Maybe we use such check in Python: use GetTickCount() on old CPUs, or QueryPerformanceCounter() otherwise. MSVC provides the __cpuid() function: https://docs.microsoft.com/en-us/cpp/intrinsics/cpuid-cpuidex?view=msvc-160

Swift originally used QueryPerformanceCounter, but switched to QueryUnbiasedInterruptTime() because they didn't want to count time the system spent asleep

Oh, I recall that it was a tricky question. The PEP-418 simply says: "The behaviour of clocks after a system suspend is not defined in the documentation of new functions."

See "Include Sleep" and "Include Suspend" columns of my table: https://www.python.org/dev/peps/pep-0418/#monotonic-clocks

a307e466-d652-4777-89ea-b4973d3d4fb3 commented 3 years ago

I think a lot of that is based on very outdated information. It's worth reading this article: https://docs.microsoft.com/en-us/windows/win32/sysinfo/acquiring-high-resolution-time-stamps

I will repeat Microsoft's current recommendation (from that article):

Windows has and will continue to invest in providing a reliable and efficient performance counter. When you need time stamps with a resolution of 1 microsecond or better and you don't need the time stamps to be synchronized to an external time reference, choose QueryPerformanceCounter, KeQueryPerformanceCounter, or KeQueryInterruptTimePrecise. When you need UTC-synchronized time stamps with a resolution of 1 microsecond or better, choose GetSystemTimePreciseAsFileTime or KeQuerySystemTimePrecise.
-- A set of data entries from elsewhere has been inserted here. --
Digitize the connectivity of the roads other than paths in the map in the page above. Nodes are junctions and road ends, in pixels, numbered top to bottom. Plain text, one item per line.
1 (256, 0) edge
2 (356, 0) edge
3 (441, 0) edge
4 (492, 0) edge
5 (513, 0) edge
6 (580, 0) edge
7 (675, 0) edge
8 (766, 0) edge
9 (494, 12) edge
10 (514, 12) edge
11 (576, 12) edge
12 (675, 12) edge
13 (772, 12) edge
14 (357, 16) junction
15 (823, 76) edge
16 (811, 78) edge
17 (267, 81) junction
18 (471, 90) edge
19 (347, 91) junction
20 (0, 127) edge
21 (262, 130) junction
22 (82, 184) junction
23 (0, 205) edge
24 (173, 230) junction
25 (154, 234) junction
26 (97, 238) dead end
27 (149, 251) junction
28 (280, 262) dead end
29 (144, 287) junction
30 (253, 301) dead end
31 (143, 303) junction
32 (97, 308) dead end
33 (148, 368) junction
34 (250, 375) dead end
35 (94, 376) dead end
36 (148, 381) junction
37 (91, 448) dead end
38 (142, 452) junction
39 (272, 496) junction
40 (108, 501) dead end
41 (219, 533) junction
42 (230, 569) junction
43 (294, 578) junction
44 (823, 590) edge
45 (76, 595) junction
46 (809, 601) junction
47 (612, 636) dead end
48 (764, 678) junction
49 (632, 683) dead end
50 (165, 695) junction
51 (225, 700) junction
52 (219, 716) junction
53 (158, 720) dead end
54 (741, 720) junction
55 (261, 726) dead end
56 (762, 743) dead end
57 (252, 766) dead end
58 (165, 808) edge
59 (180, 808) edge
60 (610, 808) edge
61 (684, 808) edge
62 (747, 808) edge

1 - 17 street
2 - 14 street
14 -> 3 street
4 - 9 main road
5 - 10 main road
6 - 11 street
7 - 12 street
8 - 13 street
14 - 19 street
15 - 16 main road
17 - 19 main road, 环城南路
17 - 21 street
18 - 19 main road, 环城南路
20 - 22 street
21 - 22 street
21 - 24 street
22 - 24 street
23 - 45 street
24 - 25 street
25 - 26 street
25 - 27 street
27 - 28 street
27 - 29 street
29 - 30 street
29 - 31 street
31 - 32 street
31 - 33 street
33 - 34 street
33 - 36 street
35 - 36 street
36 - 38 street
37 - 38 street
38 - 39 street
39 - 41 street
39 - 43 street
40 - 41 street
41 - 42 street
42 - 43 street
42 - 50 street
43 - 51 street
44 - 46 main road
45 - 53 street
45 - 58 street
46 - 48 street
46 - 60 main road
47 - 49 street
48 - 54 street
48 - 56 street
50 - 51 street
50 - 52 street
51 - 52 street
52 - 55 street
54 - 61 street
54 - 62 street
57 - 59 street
(Based on that, it may also be worth replacing time.time()'s GetSystemTimeAsFileTime with GetSystemTimePreciseAsFileTime in CPython, as GetSystemTimePreciseAsFileTime is available in Windows 8 and newer)

PEP-418:

It has a much higher resolution, but has lower long term precision than GetTickCount() and timeGetTime() clocks. For example, it will drift compared to the low precision clocks.

Microsoft on drift (from the article above):

To reduce the adverse effects of this frequency offset error, recent versions of Windows, particularly Windows 8, use multiple hardware timers to detect the frequency offset and compensate for it to the extent possible. This calibration process is performed when Windows is started.

Modern Windows also automatically detects and works around stoppable TSC, as well as several other issues:

Some processors can vary the frequency of the TSC clock or stop the advancement of the TSC register, which makes the TSC unsuitable for timing purposes on these processors. These processors are said to have non-invariant TSC registers. (Windows will automatically detect this, and select an alternative time source for QPC).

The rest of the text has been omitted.